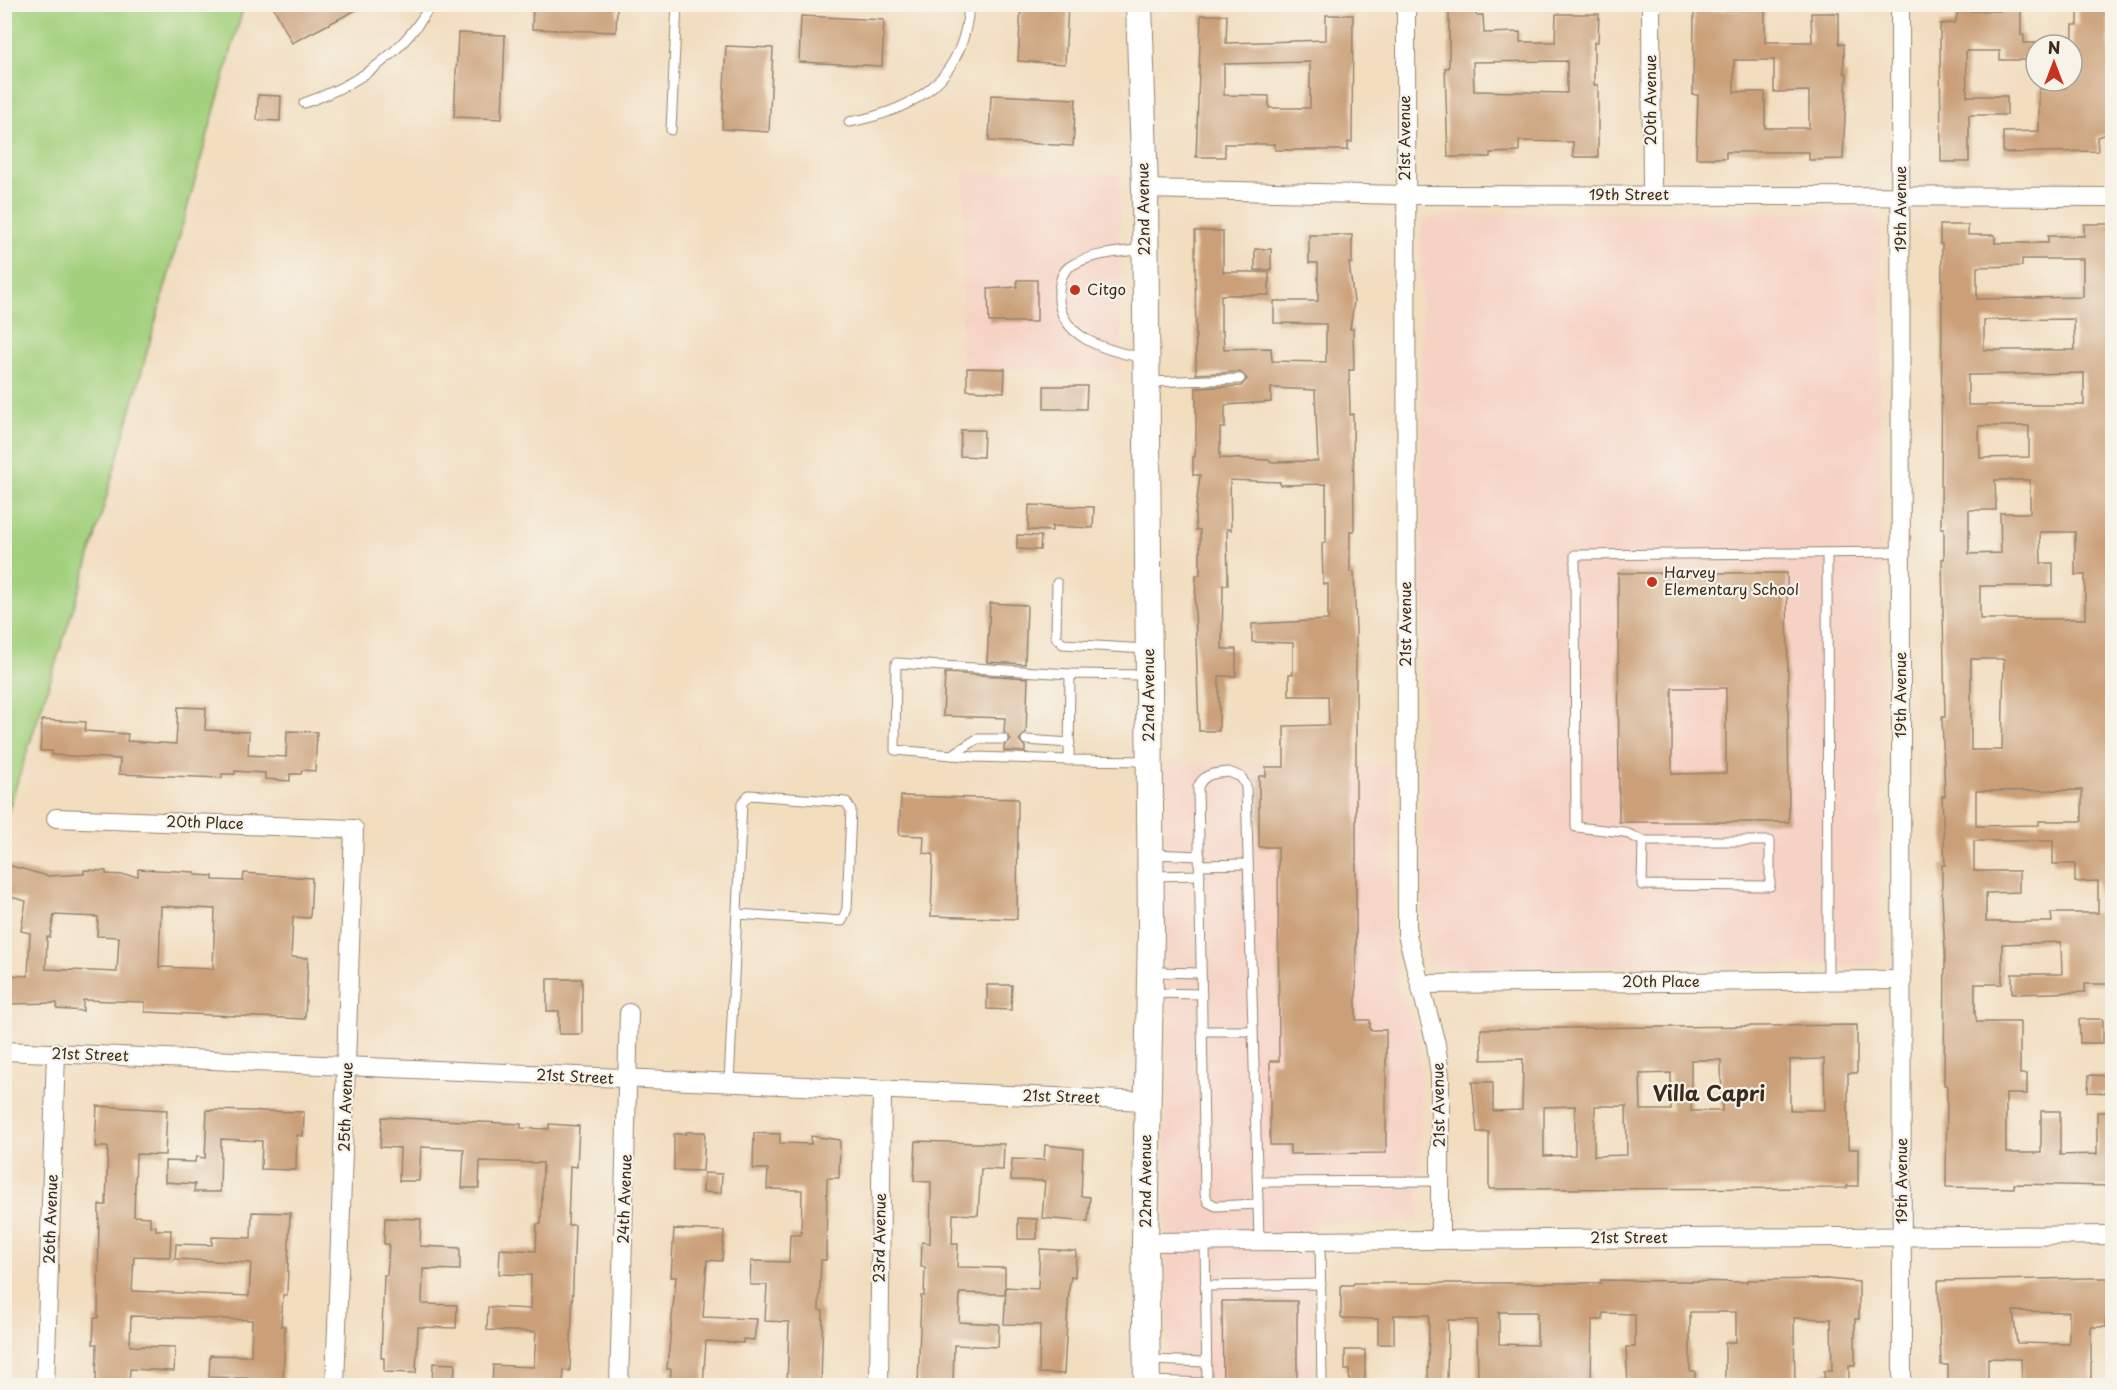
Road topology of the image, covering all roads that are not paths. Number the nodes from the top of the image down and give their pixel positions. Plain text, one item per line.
1 (431, 4) edge
2 (677, 4) edge
3 (969, 4) edge
4 (1139, 4) edge
5 (1406, 4) edge
6 (1651, 4) edge
7 (1900, 4) edge
8 (304, 103) dead end
9 (849, 122) dead end
10 (671, 130) dead end
11 (1144, 189) junction
12 (1404, 195) junction
13 (1652, 195) junction
14 (1901, 196) junction
15 (2112, 197) edge
16 (1145, 249) junction
17 (1146, 371) junction
18 (1240, 379) dead end
19 (1901, 552) junction
20 (1827, 553) junction
21 (1057, 584) dead end
22 (1148, 649) junction
23 (1070, 674) junction
24 (1149, 675) junction
25 (1004, 739) dead end
26 (1026, 740) dead end
27 (1070, 743) junction
28 (952, 755) junction
29 (1069, 760) junction
30 (1149, 761) junction
31 (56, 818) dead end
32 (354, 829) joint
33 (1643, 841) junction
34 (1248, 864) junction
35 (1150, 865) junction
36 (1200, 865) junction
37 (737, 914) junction
38 (1202, 973) junction
39 (1902, 980) junction
40 (1828, 981) junction
41 (1149, 982) junction
42 (1420, 984) junction
43 (1202, 994) junction
44 (629, 1013) dead end
45 (1202, 1031) junction
46 (1253, 1031) junction
47 (4, 1052) edge
48 (56, 1053) junction
49 (347, 1065) junction
50 (629, 1080) junction
51 (729, 1084) junction
52 (882, 1090) junction
53 (1146, 1101) junction
54 (1258, 1182) junction
55 (1440, 1182) junction
56 (1258, 1204) junction
57 (2112, 1235) edge
58 (1902, 1237) junction
59 (1440, 1239) junction
60 (1320, 1240) junction
61 (1205, 1241) junction
62 (1259, 1241) junction
63 (1145, 1242) junction
64 (1321, 1284) junction
65 (1205, 1286) junction
66 (1206, 1362) junction
67 (1147, 1375) edge
68 (1207, 1384) edge
69 (45, 1386) edge
70 (335, 1386) edge
71 (619, 1386) edge
72 (879, 1386) edge
73 (1322, 1386) edge
74 (1902, 1386) edge

1 - 8 lane
2 - 10 lane
3 - 9 lane
4 - 11 street, 22nd Avenue
5 - 12 street, 21st Avenue
6 - 13 street, 20th Avenue
7 - 14 street, 19th Avenue
11 - 12 street, 19th Street
11 - 16 street, 22nd Avenue
12 - 13 street, 19th Street
12 - 42 street, 21st Avenue
13 - 14 street, 19th Street
14 - 15 street, 19th Street
14 - 19 street, 19th Avenue
16 - 17 street, 22nd Avenue
16 - 17 lane
17 - 18 lane
17 - 22 street, 22nd Avenue
19 - 20 lane
19 - 39 street, 19th Avenue
20 - 33 lane
20 - 40 lane
21 - 22 lane
22 - 24 street, 22nd Avenue
23 - 24 lane
23 - 27 lane
23 - 28 lane
24 - 30 street, 22nd Avenue
25 - 28 lane
26 - 27 lane
27 - 29 lane
28 - 29 lane
29 - 30 lane
30 - 35 street, 22nd Avenue
31 - 32 street, 20th Place
32 - 49 street, 25th Avenue
33 - 33 lane
34 - 36 lane
34 - 36 lane
34 - 46 lane
35 - 36 lane
35 - 36 lane
35 - 41 street, 22nd Avenue
36 - 38 lane
37 - 37 lane
37 - 51 lane
38 - 41 lane
38 - 43 lane
39 - 40 street, 20th Place
39 - 58 street, 19th Avenue
40 - 42 street, 20th Place
41 - 43 lane
41 - 53 street, 22nd Avenue
42 - 55 street, 21st Avenue
43 - 45 lane
44 - 50 street, 24th Avenue
45 - 46 lane
45 - 56 lane
46 - 54 lane
47 - 48 street, 21st Street
48 - 49 street, 21st Street
48 - 69 street, 26th Avenue
49 - 50 street, 21st Street
49 - 70 street, 25th Avenue
50 - 51 street, 21st Street
50 - 71 street, 24th Avenue
51 - 52 street, 21st Street
52 - 53 street, 21st Street
52 - 72 street, 23rd Avenue
53 - 63 street, 22nd Avenue
54 - 55 lane
54 - 56 lane
55 - 59 street, 21st Avenue
56 - 62 lane
57 - 58 street, 21st Street
58 - 59 street, 21st Street
58 - 74 street, 19th Avenue
59 - 60 street, 21st Street
60 - 62 street, 21st Street
60 - 64 lane
61 - 62 street, 21st Street
61 - 63 street, 21st Street
61 - 65 lane
63 - 67 street, 22nd Avenue
64 - 65 lane
64 - 73 lane
65 - 66 lane
66 - 67 lane
66 - 68 lane
67 - 68 lane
● ● ●
**Assigned task:** Give the number of lines in the listing that hold the string "dead", and supply nothing further.

**Written response:** 9